Cite all versions by using 10.5281/zenodo.7505394.

ℹ️ Switch to DimensionalData ℹ️

With YAXArrays.jl 0.5 we switched the underlying data type to be a subtype of the DimensionalData.jl types. Therefore the indexing with named dimensions changed to the DimensionalData syntax. See the DimensionalData.jl docs and the Switch to DimensionalData section in our docs.

Installation

Install the YAXArrays package:

julia>]
pkg> add YAXArrays

You may check the installed version with:

] st YAXArrays

Start using the package:

using YAXArrays

Quick start

Let's assemble a YAXArray with 4 dimensions i.e. time, x,y and a variable dimension with two variables.
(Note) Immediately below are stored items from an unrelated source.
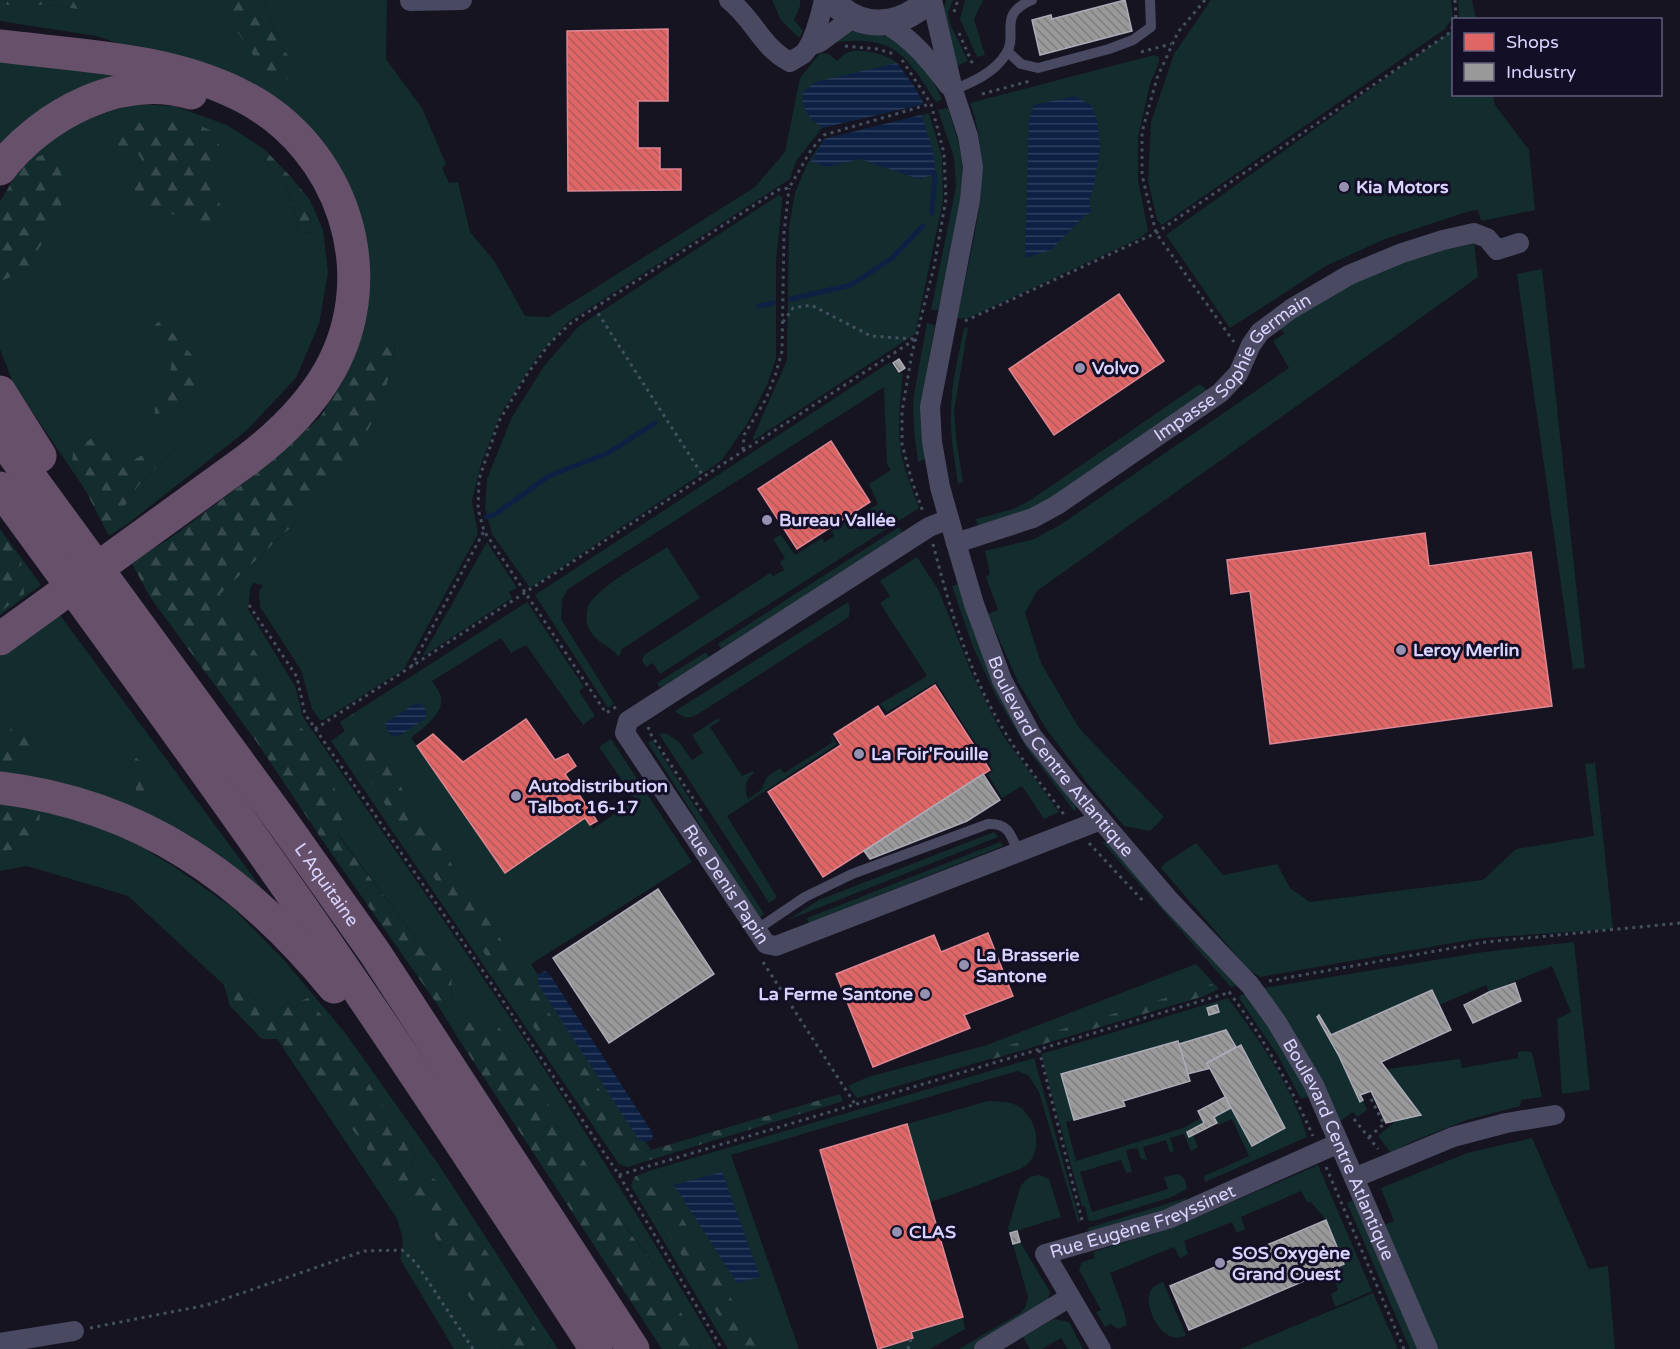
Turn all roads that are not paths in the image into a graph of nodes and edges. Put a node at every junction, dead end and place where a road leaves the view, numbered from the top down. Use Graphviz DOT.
graph roads {
  1 [pos="462,0"];
  2 [pos="729,0"];
  3 [pos="824,0"];
  4 [pos="832,0"];
  5 [pos="930,0"];
  6 [pos="1032,0"];
  7 [pos="1150,0"];
  8 [pos="410,2"];
  9 [pos="854,17"];
  10 [pos="884,23"];
  11 [pos="814,44"];
  12 [pos="0,46"];
  13 [pos="1008,52"];
  14 [pos="953,90"];
  15 [pos="0,169"];
  16 [pos="1519,243"];
  17 [pos="0,392"];
  18 [pos="0,436"];
  19 [pos="0,488"];
  20 [pos="949,519"];
  21 [pos="139,532"];
  22 [pos="956,543"];
  23 [pos="33,609"];
  24 [pos="0,626"];
  25 [pos="0,639"];
  26 [pos="200,709"];
  27 [pos="0,788"];
  28 [pos="1101,820"];
  29 [pos="1018,852"];
  30 [pos="756,930"];
  31 [pos="1555,1115"];
  32 [pos="453,1129"];
  33 [pos="1339,1143"];
  34 [pos="1354,1178"];
  35 [pos="1070,1297"];
  36 [pos="74,1331"];
  37 [pos="0,1343"];
  38 [pos="596,1349"];
  39 [pos="633,1349"];
  40 [pos="984,1349"];
  41 [pos="1101,1349"];
  42 [pos="1428,1349"];
  1 -- 8 [label="street"];
  2 -- 11 [label="street"];
  3 -- 11 [label="street"];
  4 -- 9 [label="street"];
  5 -- 10 [label="street"];
  5 -- 14 [label="street, Boulevard Centre Atlantique"];
  6 -- 13 [label="lane"];
  7 -- 13 [label="lane"];
  9 -- 10 [label="street"];
  9 -- 11 [label="street"];
  10 -- 14 [label="street, Boulevard Centre Atlantique"];
  12 -- 21 [label="highway"];
  13 -- 14 [label="lane"];
  14 -- 20 [label="street, Boulevard Centre Atlantique"];
  15 -- 21 [label="highway"];
  16 -- 22 [label="street, Impasse Sophie Germain"];
  17 -- 26 [label="highway"];
  18 -- 26 [label="highway, L'Aquitaine"];
  19 -- 32 [label="highway, L'Aquitaine"];
  20 -- 22 [label="street, Boulevard Centre Atlantique"];
  20 -- 30 [label="street, Rue Denis Papin"];
  21 -- 23 [label="highway"];
  22 -- 28 [label="street, Boulevard Centre Atlantique"];
  23 -- 24 [label="highway"];
  23 -- 25 [label="highway"];
  26 -- 39 [label="highway, L'Aquitaine"];
  27 -- 32 [label="highway"];
  28 -- 29 [label="street, Rue Denis Papin"];
  28 -- 33 [label="street, Boulevard Centre Atlantique"];
  29 -- 30 [label="street, Rue Denis Papin"];
  29 -- 30 [label="lane"];
  31 -- 34 [label="street"];
  32 -- 38 [label="highway, L'Aquitaine"];
  33 -- 34 [label="street, Boulevard Centre Atlantique"];
  33 -- 35 [label="street, Rue Eugène Freyssinet"];
  34 -- 42 [label="street, Boulevard Centre Atlantique"];
  35 -- 40 [label="street"];
  35 -- 41 [label="street, Rue Eugène Freyssinet"];
  36 -- 37 [label="street"];
}
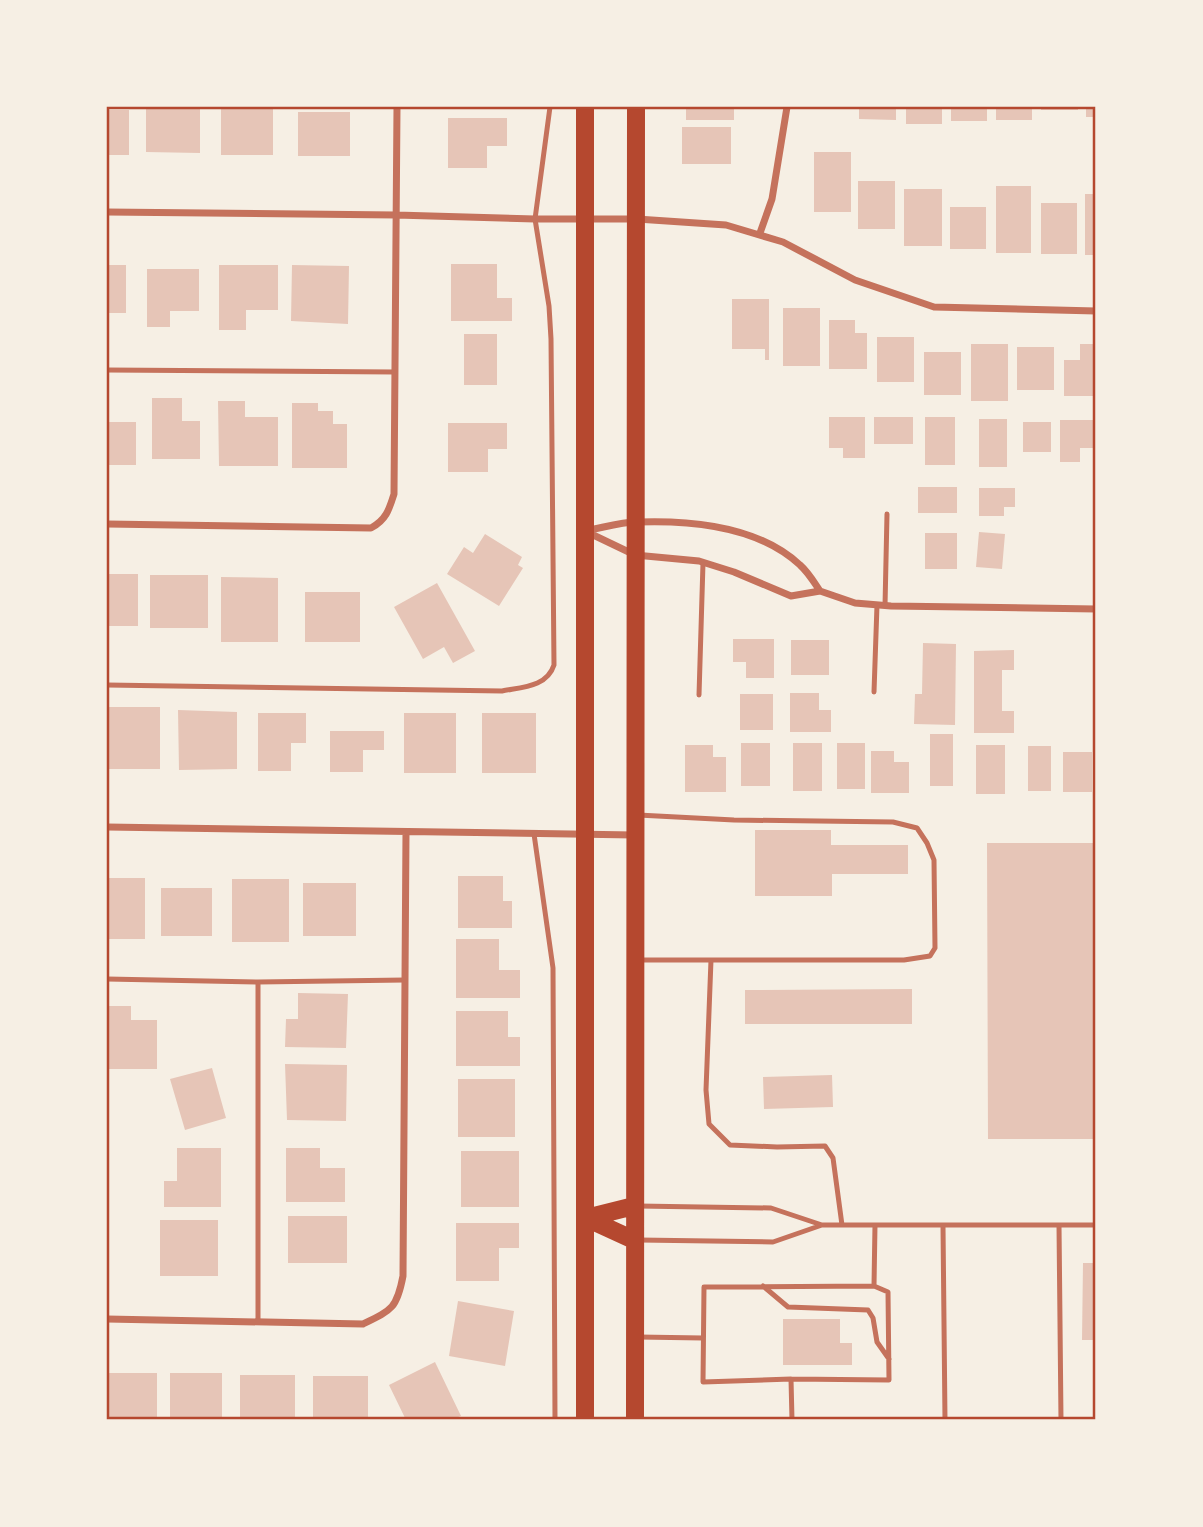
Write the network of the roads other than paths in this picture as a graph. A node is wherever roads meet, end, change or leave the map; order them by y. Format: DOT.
graph roads {
  1 [pos="397,107"];
  2 [pos="550,107"];
  3 [pos="585,107"];
  4 [pos="636,107"];
  5 [pos="787,107"];
  6 [pos="107,212"];
  7 [pos="397,215"];
  8 [pos="536,219"];
  9 [pos="636,219"];
  10 [pos="585,220"];
  11 [pos="760,233"];
  12 [pos="1096,311"];
  13 [pos="107,370"];
  14 [pos="395,372"];
  15 [pos="887,514"];
  16 [pos="636,522"];
  17 [pos="107,524"];
  18 [pos="583,531"];
  19 [pos="635,555"];
  20 [pos="703,563"];
  21 [pos="820,591"];
  22 [pos="881,605"];
  23 [pos="1096,610"];
  24 [pos="107,685"];
  25 [pos="874,692"];
  26 [pos="699,695"];
  27 [pos="634,815"];
  28 [pos="107,827"];
  29 [pos="406,832"];
  30 [pos="534,834"];
  31 [pos="586,835"];
  32 [pos="634,835"];
  33 [pos="634,960"];
  34 [pos="711,960"];
  35 [pos="107,979"];
  36 [pos="405,980"];
  37 [pos="258,982"];
  38 [pos="634,1206"];
  39 [pos="586,1218"];
  40 [pos="1059,1224"];
  41 [pos="1096,1224"];
  42 [pos="822,1225"];
  43 [pos="842,1225"];
  44 [pos="875,1225"];
  45 [pos="943,1226"];
  46 [pos="634,1240"];
  47 [pos="763,1286"];
  48 [pos="874,1286"];
  49 [pos="107,1319"];
  50 [pos="258,1321"];
  51 [pos="634,1337"];
  52 [pos="703,1338"];
  53 [pos="889,1359"];
  54 [pos="791,1379"];
  55 [pos="555,1420"];
  56 [pos="585,1420"];
  57 [pos="635,1420"];
  58 [pos="792,1420"];
  59 [pos="945,1420"];
  60 [pos="1061,1420"];
  1 -- 7 [label="street"];
  2 -- 8 [label="lane"];
  3 -- 10 [label="main road"];
  4 -- 9 [label="main road"];
  5 -- 11 [label="street"];
  6 -- 7 [label="street"];
  7 -- 8 [label="street"];
  7 -- 14 [label="street"];
  8 -- 10 [label="street"];
  8 -- 24 [label="lane"];
  9 -- 10 [label="street"];
  9 -- 11 [label="street"];
  9 -- 16 [label="main road"];
  10 -- 18 [label="main road"];
  11 -- 12 [label="street"];
  13 -- 14 [label="lane"];
  14 -- 17 [label="street"];
  15 -- 22 [label="lane"];
  16 -- 18 [label="street"];
  16 -- 19 [label="main road"];
  16 -- 21 [label="street"];
  18 -- 19 [label="street"];
  18 -- 31 [label="main road"];
  19 -- 20 [label="street"];
  19 -- 27 [label="main road"];
  20 -- 21 [label="street"];
  20 -- 26 [label="lane"];
  21 -- 22 [label="street"];
  22 -- 23 [label="street"];
  22 -- 25 [label="lane"];
  27 -- 32 [label="main road"];
  27 -- 34 [label="lane"];
  28 -- 29 [label="street"];
  29 -- 30 [label="street"];
  29 -- 36 [label="street"];
  30 -- 31 [label="street"];
  30 -- 55 [label="lane"];
  31 -- 32 [label="street"];
  31 -- 39 [label="main road"];
  32 -- 33 [label="main road"];
  33 -- 34 [label="lane"];
  33 -- 38 [label="main road"];
  34 -- 43 [label="lane"];
  35 -- 37 [label="lane"];
  36 -- 37 [label="lane"];
  36 -- 50 [label="street"];
  37 -- 50 [label="lane"];
  38 -- 39 [label="main road"];
  38 -- 42 [label="lane"];
  38 -- 46 [label="main road"];
  39 -- 46 [label="main road"];
  39 -- 56 [label="main road"];
  40 -- 41 [label="lane"];
  40 -- 45 [label="lane"];
  40 -- 60 [label="lane"];
  42 -- 43 [label="lane"];
  42 -- 46 [label="lane"];
  43 -- 44 [label="lane"];
  44 -- 45 [label="lane"];
  44 -- 48 [label="lane"];
  45 -- 59 [label="lane"];
  46 -- 51 [label="main road"];
  47 -- 48 [label="lane"];
  47 -- 52 [label="lane"];
  47 -- 53 [label="lane"];
  48 -- 53 [label="lane"];
  49 -- 50 [label="street"];
  51 -- 52 [label="lane"];
  51 -- 57 [label="main road"];
  52 -- 54 [label="lane"];
  53 -- 54 [label="lane"];
  54 -- 58 [label="lane"];
}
using YAXArrays, DimensionalData
axlist = (
    Dim{:time}(range(1, 20, length=20)),
    X(range(1, 10, length=10)),
    Y(range(1, 5, length=15)),
    Dim{:Variable}(["var1", "var2"]))
↓ time     1.0:1.0:20.0,
→ X        1.0:1.0:10.0,
↗ Y        1.0:0.2857142857142857:5.0,
⬔ Variable ["var1", "var2"]

and the corresponding data.

data = rand(20, 10, 15, 2)

You might also add additional properties via a Dictionary, namely

props = Dict(
    "time" => "days",
    "x" => "lon",
    "y" => "lat",
    "var1" => "one of your variables",
    "var2" => "your second variable",
)

And our first YAXArray is built with:

ds = YAXArray(axlist, data, props)
╭────────────────────────────────╮
│ 20×10×15×2 YAXArray{Float64,4} │
├────────────────────────────────┴─────────────────────────────────────────────── dims ┐
  ↓ time     Sampled{Float64} 1.0:1.0:20.0 ForwardOrdered Regular Points,
  → X        Sampled{Float64} 1.0:1.0:10.0 ForwardOrdered Regular Points,
  ↗ Y        Sampled{Float64} 1.0:0.2857142857142857:5.0 ForwardOrdered Regular Points,
  ⬔ Variable Categorical{String} ["var1", "var2"] ForwardOrdered
├──────────────────────────────────────────────────────────────────────────── metadata ┤
  Dict{String, String} with 5 entries:
  "var1" => "one of your variables"
  "time" => "days"
  "x"    => "lon"
  "var2" => "your second variable"
  "y"    => "lat"
├────────────────────────────────────────────────────────────────────────── file size ┤ 
  file size: 46.88 KB
└─────────────────────────────────────────────────────────────────────────────────────┘

Getting data back from a YAXArray

For axis can be via .

ds.X
X Sampled{Float64} ForwardOrdered Regular Points
wrapping: 1.0:1.0:10.0

or better yet via lookup

lookup(ds, :X)
Sampled{Float64} ForwardOrdered Regular Points
wrapping: 1.0:1.0:10.0

note that also the .data field can be use

lookup(ds, :X).data
1.0:1.0:10.0

The data for one variables, i.e. var1 can be accessed via:

ds[Variable=At("var1")]
╭──────────────────────────────╮
│ 20×10×15 YAXArray{Float64,3} │
├──────────────────────────────┴────────────────────────────────────────────── dims ┐
  ↓ time Sampled{Float64} 1.0:1.0:20.0 ForwardOrdered Regular Points,
  → X    Sampled{Float64} 1.0:1.0:10.0 ForwardOrdered Regular Points,
  ↗ Y    Sampled{Float64} 1.0:0.2857142857142857:5.0 ForwardOrdered Regular Points
├───────────────────────────────────────────────────────────────────────── metadata ┤
  Dict{String, String} with 5 entries:
  "var1" => "one of your variables"
  "time" => "days"
  "x"    => "lon"
  "var2" => "your second variable"
  "y"    => "lat"
├──────────────────────────────────────────────────────────────────────── file size ┤ 
  file size: 23.44 KB
└───────────────────────────────────────────────────────────────────────────────────┘

and again, you can use the .data field to actually get the data.

For more please take a look at the documentation.